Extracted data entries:
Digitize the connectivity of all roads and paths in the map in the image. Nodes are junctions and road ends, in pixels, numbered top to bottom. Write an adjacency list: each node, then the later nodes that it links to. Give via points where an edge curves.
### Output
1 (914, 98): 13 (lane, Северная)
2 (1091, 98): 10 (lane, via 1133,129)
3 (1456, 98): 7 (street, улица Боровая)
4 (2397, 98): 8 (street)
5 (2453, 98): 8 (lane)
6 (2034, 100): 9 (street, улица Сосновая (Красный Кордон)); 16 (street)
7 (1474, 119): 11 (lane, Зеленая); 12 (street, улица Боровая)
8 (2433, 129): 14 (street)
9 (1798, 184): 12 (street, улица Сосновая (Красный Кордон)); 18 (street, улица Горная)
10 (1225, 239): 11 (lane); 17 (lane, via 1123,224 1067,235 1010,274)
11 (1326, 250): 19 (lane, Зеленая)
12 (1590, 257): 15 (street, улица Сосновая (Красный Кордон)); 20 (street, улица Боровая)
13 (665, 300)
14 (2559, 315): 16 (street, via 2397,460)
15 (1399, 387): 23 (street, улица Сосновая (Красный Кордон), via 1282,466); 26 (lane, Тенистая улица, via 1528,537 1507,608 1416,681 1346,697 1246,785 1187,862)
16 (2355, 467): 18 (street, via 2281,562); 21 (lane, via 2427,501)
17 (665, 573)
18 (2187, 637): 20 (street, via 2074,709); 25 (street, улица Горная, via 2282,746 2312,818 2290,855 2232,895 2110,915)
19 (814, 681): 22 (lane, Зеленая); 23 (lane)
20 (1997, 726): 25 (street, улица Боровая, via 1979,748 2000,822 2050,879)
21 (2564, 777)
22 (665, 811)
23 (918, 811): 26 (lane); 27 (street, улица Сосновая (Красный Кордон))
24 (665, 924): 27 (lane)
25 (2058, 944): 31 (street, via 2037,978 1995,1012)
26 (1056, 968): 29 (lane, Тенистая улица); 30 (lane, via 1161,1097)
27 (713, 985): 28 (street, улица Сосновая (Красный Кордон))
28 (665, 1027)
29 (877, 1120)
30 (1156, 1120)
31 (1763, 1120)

> **Exercise brief**
When a line in the data contains the string "Сосновая", copy that line.

> **Result for this exercise**
6 (2034, 100): 9 (street, улица Сосновая (Красный Кордон)); 16 (street)
9 (1798, 184): 12 (street, улица Сосновая (Красный Кордон)); 18 (street, улица Горная)
12 (1590, 257): 15 (street, улица Сосновая (Красный Кордон)); 20 (street, улица Боровая)
15 (1399, 387): 23 (street, улица Сосновая (Красный Кордон), via 1282,466); 26 (lane, Тенистая улица, via 1528,537 1507,608 1416,681 1346,697 1246,785 1187,862)
23 (918, 811): 26 (lane); 27 (street, улица Сосновая (Красный Кордон))
27 (713, 985): 28 (street, улица Сосновая (Красный Кордон))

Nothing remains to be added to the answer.